Campaigning from prison on day 10
How jailing candidates might affect the election becomes a talking point after vice president gives an interview to ACN from his cell
The campaign for the December 21 election reached day 10 on Thursday with four Catalan leaders still in prison. Attempts to get them out of jail so that they can join the campaign have so far proved fruitless. Even the six former ministers freed last week, most of whom are standing in the election, will still have to face trial at some point in the future despite their release.
At the same time, ousted Catalan President Carles Puigdemont has a possible jail sentence hanging over his head should he return from Brussels after the election. While no one really knows how these detentions might affect the results, or what follows, it has not stopped the candidates from having their say on the matter.
ERC's leader is interviewed from prison
The dismissed vice president and the ERC party’s main candidate in the election, Oriol Junqueras, got the ball rolling in a written interview with the Catalan News Agency, saying that “if the price of freedom is imprisonment, then we have to accept it, however painful it might be.” He also rubbished the court’s suggestion that he shared the responsibility for an “outbreak of violence”, pointing instead to the violent conduct of Spanish police on October 1.
Socialists' top candidate cannot imagine a future of 'two opposing blocs'
In response, the leader of the Catalan Socialists, Miquel Iceta, preferred to put the focus on reconciliation. The PSC candidate has floated the idea of a reprieve for any Catalan independence leaders that may be sentenced to prison. Denying that he was merely trying to win votes, Iceta said he could not imagine a future for Catalan politics “with two opposing blocs that would not speak to each other.”
Esquerra's plans to hold an event outside a prison are "frivolous", according to PP leader
However, the vice president of the Spanish government and member of Spain's ruling People’s Party (PP), Soraya Sáenz de Santamaría, advised Iceta to put aside “fantastical notions” and let the judges do their work. At the same time, the leader of the PP in Catalonia, Xavier García Albiol, described plans by the ERC party to conclude the campaign outside the Estremera prison where Junqueras is being held as “frivolous”.
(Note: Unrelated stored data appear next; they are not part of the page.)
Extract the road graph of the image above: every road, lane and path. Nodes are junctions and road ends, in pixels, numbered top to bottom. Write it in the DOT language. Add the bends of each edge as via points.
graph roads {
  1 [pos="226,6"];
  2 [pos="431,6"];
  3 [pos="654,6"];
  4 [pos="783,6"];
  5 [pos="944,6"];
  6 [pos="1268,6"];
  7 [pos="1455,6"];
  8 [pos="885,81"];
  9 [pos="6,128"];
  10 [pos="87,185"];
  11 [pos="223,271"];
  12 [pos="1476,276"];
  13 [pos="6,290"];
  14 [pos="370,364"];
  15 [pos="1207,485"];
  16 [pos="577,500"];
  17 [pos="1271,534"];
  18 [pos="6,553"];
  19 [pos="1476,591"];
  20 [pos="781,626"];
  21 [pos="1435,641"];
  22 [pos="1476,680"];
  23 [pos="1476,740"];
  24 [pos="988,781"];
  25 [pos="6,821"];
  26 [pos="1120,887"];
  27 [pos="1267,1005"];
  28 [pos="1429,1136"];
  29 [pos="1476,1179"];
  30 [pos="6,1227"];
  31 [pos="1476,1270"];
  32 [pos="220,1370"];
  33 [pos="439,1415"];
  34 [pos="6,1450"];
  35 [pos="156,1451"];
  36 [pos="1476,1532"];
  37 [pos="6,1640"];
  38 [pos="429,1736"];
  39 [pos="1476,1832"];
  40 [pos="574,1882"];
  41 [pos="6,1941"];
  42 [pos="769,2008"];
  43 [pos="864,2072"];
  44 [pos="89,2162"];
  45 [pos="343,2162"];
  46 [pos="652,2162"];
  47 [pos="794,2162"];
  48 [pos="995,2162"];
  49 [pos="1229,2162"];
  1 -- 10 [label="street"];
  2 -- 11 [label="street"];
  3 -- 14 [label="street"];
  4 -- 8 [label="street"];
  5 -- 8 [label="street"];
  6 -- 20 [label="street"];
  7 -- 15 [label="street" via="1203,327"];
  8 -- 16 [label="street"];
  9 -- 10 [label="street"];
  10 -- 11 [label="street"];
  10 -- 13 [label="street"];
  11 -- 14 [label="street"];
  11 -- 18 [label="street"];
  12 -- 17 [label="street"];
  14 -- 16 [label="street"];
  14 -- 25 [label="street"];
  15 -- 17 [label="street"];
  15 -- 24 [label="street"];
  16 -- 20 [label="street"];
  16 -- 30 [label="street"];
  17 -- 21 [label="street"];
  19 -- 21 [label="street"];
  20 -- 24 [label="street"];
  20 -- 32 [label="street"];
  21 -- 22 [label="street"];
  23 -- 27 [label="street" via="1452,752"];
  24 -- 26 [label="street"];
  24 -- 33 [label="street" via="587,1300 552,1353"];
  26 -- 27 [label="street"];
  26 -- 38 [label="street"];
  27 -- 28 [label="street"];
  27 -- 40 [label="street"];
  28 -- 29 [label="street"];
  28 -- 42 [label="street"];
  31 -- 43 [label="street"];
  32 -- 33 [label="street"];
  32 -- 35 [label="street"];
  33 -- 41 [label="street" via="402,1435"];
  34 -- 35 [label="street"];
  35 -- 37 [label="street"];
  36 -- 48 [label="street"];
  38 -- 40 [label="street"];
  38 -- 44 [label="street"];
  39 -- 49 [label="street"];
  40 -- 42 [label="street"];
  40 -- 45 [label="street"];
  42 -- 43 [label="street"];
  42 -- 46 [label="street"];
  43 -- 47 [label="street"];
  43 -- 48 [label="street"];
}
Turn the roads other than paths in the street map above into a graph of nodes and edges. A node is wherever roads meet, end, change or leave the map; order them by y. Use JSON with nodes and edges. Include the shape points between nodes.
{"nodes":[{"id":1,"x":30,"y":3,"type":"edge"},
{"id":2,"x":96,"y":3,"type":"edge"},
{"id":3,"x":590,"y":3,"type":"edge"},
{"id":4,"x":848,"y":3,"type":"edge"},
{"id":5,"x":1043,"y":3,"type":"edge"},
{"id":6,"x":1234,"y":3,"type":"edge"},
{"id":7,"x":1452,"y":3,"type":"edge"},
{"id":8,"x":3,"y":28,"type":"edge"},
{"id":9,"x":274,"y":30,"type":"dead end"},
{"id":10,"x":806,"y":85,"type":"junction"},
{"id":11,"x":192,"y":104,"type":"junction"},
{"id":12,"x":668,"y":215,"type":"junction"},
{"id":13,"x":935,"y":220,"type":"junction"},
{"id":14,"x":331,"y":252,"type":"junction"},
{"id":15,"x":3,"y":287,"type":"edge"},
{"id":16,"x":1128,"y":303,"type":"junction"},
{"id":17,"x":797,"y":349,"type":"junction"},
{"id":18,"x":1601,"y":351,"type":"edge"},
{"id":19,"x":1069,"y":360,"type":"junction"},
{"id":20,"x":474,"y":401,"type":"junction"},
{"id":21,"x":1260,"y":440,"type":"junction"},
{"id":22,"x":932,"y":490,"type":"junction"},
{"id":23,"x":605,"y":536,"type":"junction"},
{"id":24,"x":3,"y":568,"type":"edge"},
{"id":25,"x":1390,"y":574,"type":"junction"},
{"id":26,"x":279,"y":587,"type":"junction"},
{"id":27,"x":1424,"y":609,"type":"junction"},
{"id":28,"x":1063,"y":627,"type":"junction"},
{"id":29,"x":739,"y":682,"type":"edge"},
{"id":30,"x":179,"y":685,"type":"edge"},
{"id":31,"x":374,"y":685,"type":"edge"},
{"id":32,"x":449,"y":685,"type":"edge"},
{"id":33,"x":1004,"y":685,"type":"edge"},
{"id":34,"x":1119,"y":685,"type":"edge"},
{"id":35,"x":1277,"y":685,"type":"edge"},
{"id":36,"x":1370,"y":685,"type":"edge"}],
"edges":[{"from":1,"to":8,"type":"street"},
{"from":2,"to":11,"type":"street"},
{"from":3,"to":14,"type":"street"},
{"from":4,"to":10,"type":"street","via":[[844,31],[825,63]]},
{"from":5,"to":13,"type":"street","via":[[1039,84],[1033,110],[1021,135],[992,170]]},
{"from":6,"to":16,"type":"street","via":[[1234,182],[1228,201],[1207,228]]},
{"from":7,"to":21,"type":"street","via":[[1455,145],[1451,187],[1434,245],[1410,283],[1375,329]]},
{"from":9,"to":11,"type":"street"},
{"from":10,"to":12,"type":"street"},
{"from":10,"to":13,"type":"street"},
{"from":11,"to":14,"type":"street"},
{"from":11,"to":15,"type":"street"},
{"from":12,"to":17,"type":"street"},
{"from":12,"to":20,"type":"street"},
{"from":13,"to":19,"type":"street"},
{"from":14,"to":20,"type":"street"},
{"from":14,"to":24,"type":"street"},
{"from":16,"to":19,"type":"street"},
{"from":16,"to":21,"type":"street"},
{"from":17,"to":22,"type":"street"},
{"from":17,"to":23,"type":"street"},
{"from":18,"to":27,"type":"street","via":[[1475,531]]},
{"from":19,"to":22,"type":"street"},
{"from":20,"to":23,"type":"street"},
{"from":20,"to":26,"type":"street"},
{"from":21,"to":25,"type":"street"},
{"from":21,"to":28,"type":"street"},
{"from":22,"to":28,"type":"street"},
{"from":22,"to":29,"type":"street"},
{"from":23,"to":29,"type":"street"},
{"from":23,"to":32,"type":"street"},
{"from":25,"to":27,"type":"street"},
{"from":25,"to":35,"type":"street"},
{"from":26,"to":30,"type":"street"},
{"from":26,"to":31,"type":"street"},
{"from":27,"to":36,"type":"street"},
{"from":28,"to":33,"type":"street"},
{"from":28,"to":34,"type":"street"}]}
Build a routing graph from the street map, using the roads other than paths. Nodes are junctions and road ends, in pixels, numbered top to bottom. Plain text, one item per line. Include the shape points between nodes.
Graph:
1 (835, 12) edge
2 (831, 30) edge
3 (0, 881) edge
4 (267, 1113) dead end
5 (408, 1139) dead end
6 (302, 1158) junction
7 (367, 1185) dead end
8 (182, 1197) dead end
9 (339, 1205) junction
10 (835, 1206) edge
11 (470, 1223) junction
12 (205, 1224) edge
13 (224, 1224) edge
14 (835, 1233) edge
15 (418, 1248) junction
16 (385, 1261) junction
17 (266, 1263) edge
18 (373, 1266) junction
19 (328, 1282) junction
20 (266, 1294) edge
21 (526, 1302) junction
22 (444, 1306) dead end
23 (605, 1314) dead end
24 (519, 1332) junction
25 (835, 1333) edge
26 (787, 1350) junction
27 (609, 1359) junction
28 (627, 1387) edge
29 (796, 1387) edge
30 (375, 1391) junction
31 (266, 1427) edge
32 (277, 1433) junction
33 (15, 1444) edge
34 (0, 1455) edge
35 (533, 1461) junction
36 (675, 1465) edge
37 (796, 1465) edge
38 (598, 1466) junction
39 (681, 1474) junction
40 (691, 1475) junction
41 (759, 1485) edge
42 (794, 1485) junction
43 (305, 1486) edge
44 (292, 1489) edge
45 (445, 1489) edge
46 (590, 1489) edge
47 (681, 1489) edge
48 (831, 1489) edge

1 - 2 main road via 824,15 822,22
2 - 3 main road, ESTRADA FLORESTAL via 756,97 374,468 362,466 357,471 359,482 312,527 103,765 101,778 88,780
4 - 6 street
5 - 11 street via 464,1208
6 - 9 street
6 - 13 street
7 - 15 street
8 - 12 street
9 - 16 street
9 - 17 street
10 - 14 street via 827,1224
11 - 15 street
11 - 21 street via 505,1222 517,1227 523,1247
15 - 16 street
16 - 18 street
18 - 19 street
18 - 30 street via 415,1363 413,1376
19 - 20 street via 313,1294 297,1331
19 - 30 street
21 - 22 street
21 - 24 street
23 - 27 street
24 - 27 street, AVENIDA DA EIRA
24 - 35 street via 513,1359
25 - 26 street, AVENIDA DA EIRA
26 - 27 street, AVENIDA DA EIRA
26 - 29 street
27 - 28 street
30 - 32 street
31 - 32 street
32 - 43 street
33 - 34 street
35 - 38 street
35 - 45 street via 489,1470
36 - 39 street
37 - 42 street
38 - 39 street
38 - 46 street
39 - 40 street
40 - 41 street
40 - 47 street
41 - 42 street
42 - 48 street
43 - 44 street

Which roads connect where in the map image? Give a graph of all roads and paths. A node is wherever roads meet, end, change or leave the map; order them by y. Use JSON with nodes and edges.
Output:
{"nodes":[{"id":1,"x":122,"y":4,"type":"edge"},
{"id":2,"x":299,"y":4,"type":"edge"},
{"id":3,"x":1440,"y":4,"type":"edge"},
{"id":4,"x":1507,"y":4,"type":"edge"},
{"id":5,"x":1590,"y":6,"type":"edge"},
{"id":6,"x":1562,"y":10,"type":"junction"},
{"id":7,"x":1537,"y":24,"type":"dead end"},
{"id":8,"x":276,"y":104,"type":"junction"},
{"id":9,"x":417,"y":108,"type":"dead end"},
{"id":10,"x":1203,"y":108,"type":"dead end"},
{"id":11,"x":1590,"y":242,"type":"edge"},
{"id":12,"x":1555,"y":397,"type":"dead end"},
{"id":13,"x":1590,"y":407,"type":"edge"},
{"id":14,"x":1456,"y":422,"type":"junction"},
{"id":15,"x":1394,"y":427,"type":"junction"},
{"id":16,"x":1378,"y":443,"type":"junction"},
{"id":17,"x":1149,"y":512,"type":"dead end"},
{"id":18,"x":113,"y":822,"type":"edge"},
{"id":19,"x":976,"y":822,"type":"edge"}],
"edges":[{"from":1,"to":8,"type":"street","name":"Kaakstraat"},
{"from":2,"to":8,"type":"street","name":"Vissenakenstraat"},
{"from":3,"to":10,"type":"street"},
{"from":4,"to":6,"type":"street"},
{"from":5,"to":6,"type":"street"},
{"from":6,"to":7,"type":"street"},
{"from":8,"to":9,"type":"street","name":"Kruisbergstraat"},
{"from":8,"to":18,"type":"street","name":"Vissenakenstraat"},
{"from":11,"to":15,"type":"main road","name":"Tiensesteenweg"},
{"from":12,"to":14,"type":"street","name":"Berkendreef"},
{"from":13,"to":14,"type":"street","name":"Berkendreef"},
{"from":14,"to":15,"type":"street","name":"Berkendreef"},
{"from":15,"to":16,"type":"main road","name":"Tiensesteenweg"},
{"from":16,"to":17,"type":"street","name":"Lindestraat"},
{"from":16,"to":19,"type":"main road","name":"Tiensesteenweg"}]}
The more votes for Together for Catalonia, the more difficult to arrest Puigdemont, says candidate
An independence leader who has so far avoided prison is dismissed Catalan president Carles Puigdemont, who is still in exile in Brussels. The sixth candidate on his Together for Catalonia ticket, Josep Rull, who did spend a month in pre-trial detention, thinks that a positive result will make it “very difficult” to arrest him should he return after the election. Calling support for Puigdemont “solid and powerful”, Rull said the only scenario he could see was Puigdemont being invested as president.
'Free public universities' is Catalonia in Common's promise
Yet, the main candidate for Catalonia in Common-Podem (CatECP), Xavier Domènech, preferred on Thursday to focus on other issues. He pledged “free public universities” so as to prevent students leaving the country. Domènech also boosted his left-wing credentials with a guest appearance from UK writer and activist, Owen Jones, who called for a united front against “international enemies” such as elites, banks and multinationals.
National and social agenda at the same level of CUP's agenda
It is a sentiment that the anti-capitalist CUP party would no doubt have some sympathy for. However, its candidate, Carles Riera, continued to focus on the issue of unilateral action in achieving the Catalan Republic after the election. Riera even made an appeal to the “critical mass” of Domènech’s party support, while also pledging a social agenda after the election.
Ciutadans leader flatly opposed to a left-wing government coalition
While her Ciutadans party (Cs) would certainly reject CUP’s proposals, Cs leader and main candidate, Inés Arrimadas, expressed her concern about Catalonia returning to a left-wing three-way coalition government. Saying that the mere idea “made her hair stand on end”, Arrimadas called for votes to avoid such a possibility and bring an end to the independence process.